Crise politique au Tchad : comment rétablir le dialogue ?

Dans un climat politique tchadien toujours plus électrique, les récentes décisions judiciaires ont ravivé les tensions. Succès Masra, figure majeure de l’opposition, voit sa situation s’aggraver après le rejet de son recours par la Cour suprême du Tchad. L’homme politique, incarcéré depuis mai 2025, purge désormais une peine de vingt ans de prison ferme. Les chefs d’accusation ? « Diffusion de messages à caractère haineux et xénophobe » ainsi que « complicité de meurtre ». Une procédure qualifiée de « politiquement motivée » par des observateurs indépendants.

Parallèlement, la justice tchadienne a frappé fort début mai en condamnant à huit ans de prison ferme huit membres du GCAP (Groupe de concertation des acteurs politiques), un collectif autrefois influent. Les peines prononcées, bien que légèrement inférieures aux dix ans requis par le parquet, confirment une volonté de durcir le ton à l’encontre des opposants.

Face à cette escalade, des voix s’élèvent pour dénoncer un système judiciaire instrumentalisé. Sous les projecteurs, les invités d’une émission d’analyse politique ont décrypté les enjeux de cette crise sans précédent pour le Tchad.

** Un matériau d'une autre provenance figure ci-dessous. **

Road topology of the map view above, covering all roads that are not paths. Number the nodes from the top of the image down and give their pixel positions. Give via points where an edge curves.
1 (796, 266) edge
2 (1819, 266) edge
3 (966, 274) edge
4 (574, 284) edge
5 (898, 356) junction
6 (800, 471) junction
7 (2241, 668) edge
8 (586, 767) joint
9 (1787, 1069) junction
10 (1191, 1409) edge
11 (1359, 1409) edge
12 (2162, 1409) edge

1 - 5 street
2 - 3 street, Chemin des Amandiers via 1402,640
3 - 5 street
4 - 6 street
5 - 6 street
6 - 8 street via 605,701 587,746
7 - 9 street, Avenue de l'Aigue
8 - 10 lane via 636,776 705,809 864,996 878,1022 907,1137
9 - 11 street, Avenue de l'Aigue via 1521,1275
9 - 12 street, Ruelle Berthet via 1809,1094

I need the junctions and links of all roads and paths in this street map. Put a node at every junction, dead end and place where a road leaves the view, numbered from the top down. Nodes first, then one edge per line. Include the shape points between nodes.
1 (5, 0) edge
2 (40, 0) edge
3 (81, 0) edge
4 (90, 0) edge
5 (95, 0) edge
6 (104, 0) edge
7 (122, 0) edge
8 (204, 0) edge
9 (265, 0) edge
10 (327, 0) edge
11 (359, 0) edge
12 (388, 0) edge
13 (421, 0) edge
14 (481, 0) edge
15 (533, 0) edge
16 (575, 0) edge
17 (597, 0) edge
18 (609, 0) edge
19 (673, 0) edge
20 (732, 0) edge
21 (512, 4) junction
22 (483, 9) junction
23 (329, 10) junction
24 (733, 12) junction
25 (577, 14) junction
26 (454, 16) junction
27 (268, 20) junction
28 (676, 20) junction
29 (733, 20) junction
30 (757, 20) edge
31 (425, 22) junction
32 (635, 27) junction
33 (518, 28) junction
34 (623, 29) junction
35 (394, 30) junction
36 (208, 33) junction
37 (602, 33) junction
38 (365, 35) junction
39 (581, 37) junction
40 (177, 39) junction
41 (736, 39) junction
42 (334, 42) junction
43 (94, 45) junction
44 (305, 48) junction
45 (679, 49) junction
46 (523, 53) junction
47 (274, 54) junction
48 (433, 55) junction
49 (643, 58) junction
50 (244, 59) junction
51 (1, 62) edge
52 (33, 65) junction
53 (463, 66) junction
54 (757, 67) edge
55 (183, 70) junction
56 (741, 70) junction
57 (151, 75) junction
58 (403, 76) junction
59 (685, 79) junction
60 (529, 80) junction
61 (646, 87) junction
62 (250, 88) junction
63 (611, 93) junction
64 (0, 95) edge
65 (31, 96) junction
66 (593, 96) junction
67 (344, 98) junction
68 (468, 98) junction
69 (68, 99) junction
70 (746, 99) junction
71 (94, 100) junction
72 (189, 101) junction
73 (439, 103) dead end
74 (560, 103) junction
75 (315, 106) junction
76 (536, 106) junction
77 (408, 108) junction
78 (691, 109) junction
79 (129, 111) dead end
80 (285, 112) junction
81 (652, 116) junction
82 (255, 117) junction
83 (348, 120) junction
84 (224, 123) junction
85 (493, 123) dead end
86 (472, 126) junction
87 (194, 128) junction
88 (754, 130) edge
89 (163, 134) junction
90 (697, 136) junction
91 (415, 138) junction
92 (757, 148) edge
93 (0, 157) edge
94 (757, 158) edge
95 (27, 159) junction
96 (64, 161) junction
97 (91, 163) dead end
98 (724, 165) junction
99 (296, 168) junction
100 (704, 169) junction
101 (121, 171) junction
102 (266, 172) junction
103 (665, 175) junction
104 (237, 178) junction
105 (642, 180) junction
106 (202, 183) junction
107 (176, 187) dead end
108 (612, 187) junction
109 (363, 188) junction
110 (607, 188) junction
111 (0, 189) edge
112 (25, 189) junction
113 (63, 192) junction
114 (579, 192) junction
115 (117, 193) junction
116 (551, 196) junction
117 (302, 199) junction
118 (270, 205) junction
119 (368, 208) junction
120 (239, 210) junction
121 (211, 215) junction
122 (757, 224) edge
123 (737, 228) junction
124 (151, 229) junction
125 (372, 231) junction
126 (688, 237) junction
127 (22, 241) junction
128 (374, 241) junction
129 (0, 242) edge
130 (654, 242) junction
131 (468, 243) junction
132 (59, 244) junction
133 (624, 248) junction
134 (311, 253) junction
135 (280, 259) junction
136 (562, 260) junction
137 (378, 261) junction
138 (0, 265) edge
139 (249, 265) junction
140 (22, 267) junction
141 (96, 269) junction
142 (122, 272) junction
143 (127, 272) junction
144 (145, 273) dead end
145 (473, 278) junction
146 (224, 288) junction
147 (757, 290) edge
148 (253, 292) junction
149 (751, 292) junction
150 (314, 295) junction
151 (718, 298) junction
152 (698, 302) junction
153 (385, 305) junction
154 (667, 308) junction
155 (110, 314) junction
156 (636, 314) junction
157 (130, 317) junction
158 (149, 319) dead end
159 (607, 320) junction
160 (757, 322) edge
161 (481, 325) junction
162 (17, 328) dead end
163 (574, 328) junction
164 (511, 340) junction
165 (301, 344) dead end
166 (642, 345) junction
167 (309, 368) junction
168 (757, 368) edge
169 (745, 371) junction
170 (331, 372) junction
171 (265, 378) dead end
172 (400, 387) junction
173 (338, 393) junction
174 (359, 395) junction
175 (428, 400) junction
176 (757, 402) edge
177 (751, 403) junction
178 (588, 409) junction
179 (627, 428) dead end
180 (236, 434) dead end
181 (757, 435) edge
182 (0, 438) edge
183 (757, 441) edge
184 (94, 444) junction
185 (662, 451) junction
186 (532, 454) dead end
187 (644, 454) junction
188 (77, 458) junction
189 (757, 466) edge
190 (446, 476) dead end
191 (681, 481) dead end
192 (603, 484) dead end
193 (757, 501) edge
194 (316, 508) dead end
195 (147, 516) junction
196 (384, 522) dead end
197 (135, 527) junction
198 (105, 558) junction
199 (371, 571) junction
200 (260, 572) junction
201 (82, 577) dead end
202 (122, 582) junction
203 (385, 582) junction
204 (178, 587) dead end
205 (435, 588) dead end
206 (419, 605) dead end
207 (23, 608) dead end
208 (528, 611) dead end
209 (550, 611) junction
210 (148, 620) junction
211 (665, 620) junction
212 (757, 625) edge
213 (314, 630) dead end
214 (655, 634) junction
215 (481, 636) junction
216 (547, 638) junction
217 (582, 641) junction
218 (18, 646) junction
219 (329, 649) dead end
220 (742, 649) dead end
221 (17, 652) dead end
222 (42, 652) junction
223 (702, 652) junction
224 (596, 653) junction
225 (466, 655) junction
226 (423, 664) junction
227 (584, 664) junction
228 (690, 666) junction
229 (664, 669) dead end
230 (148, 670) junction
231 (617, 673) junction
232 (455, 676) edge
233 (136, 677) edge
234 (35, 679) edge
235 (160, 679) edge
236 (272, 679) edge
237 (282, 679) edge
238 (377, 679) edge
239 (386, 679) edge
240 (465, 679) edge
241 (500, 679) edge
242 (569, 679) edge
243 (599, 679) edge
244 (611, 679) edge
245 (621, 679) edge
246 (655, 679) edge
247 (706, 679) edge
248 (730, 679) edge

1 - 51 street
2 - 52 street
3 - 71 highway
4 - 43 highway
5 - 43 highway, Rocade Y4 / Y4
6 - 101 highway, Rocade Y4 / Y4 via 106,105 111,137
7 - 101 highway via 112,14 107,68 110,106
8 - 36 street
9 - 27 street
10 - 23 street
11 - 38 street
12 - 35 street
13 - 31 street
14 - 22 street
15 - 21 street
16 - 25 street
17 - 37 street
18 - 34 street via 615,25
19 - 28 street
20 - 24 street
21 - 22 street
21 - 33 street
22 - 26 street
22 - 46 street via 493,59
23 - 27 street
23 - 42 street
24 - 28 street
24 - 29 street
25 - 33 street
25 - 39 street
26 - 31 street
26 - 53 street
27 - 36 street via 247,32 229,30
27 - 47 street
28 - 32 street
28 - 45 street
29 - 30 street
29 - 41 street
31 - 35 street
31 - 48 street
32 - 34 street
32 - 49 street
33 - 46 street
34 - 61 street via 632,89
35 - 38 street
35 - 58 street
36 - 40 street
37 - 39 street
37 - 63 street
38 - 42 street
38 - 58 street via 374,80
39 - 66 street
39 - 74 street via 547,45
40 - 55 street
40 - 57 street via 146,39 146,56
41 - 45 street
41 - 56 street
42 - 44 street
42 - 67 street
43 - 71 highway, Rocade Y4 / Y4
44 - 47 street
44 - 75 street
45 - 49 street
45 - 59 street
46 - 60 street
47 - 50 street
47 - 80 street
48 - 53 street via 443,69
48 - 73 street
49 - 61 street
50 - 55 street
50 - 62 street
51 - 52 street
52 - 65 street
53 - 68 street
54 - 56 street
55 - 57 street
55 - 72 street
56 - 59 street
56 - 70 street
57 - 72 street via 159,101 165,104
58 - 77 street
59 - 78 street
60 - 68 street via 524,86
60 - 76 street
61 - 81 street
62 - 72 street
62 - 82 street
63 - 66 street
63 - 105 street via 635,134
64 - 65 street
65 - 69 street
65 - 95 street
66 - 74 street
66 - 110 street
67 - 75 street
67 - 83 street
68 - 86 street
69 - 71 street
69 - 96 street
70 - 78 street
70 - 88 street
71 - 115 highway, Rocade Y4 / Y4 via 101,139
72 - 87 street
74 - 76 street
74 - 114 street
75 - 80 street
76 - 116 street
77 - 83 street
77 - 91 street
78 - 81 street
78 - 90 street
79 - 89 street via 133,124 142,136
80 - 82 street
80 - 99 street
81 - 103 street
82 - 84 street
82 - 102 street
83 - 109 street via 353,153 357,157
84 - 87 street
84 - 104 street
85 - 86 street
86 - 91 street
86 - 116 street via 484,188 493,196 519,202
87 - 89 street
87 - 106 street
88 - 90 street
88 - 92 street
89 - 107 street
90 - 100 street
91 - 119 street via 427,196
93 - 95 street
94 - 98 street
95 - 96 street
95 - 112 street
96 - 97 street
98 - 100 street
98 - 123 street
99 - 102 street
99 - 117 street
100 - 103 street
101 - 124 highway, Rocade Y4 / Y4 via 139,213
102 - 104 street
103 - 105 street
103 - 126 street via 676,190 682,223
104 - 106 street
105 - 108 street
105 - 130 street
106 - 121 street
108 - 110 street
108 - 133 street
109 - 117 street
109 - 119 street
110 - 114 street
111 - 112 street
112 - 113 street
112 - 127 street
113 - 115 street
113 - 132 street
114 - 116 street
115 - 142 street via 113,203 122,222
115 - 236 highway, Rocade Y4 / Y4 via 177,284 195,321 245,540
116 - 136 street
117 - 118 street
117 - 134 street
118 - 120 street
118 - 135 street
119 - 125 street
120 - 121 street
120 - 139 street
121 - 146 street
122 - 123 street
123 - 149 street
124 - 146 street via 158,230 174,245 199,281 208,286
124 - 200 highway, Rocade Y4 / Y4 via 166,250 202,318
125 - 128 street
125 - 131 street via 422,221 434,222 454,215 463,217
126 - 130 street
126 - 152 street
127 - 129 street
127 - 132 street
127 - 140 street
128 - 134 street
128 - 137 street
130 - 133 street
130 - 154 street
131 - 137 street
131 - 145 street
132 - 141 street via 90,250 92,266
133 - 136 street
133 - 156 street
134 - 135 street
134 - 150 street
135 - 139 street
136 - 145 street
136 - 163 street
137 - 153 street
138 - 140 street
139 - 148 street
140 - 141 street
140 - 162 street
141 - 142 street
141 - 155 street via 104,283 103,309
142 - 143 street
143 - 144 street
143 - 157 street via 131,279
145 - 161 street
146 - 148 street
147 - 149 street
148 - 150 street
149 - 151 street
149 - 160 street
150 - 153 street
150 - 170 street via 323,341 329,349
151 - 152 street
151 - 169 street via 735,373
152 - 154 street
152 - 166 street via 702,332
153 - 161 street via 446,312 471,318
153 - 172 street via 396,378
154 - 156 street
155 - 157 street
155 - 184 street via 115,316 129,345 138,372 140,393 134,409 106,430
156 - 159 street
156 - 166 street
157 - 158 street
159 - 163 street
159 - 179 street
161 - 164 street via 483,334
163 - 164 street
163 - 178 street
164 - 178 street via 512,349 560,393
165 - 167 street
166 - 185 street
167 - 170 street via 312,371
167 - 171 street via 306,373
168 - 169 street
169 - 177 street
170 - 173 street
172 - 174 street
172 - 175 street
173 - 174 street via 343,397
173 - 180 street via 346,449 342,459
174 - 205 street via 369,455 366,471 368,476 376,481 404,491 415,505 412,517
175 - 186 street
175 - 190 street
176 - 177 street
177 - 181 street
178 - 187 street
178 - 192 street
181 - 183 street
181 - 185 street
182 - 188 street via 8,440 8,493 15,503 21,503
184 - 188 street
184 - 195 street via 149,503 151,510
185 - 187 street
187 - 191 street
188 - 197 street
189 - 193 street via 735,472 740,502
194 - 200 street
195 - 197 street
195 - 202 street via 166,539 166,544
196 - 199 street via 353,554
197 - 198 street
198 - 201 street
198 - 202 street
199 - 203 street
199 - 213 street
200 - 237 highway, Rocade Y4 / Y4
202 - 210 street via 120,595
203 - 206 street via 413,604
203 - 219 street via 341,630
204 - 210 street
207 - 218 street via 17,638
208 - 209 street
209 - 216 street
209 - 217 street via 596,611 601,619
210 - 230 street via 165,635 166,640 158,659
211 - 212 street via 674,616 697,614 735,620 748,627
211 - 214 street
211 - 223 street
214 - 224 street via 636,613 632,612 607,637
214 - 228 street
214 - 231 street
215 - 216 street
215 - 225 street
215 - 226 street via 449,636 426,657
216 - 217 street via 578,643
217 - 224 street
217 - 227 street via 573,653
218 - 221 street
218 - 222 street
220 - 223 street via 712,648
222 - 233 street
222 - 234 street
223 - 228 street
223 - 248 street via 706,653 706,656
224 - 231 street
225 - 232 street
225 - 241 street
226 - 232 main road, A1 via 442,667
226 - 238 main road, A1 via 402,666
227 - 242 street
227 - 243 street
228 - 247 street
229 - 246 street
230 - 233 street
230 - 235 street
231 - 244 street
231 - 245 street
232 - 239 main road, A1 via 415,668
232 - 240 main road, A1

Parmi eux :

  • Maître Mamadou Ismaïla Konaté, avocat chevronné et ancien garde des Sceaux au Mali, apporte son regard d’expert sur les dérives procédurales.
  • Abdel-Nasser Garboa, porte-parole du Mouvement patriotique du salut (MPS), défend la position du pouvoir en place et justifie les mesures prises.
  • Clément Sianka, en charge de la communication du RNDT-Le Réveil, parti d’Albert Pahimi Padacké, expose les revendications de l’opposition et les risques pour la stabilité du pays.

Les débats restent vifs au Tchad, où l’équilibre entre sécurité et libertés individuelles devient un sujet de division nationale.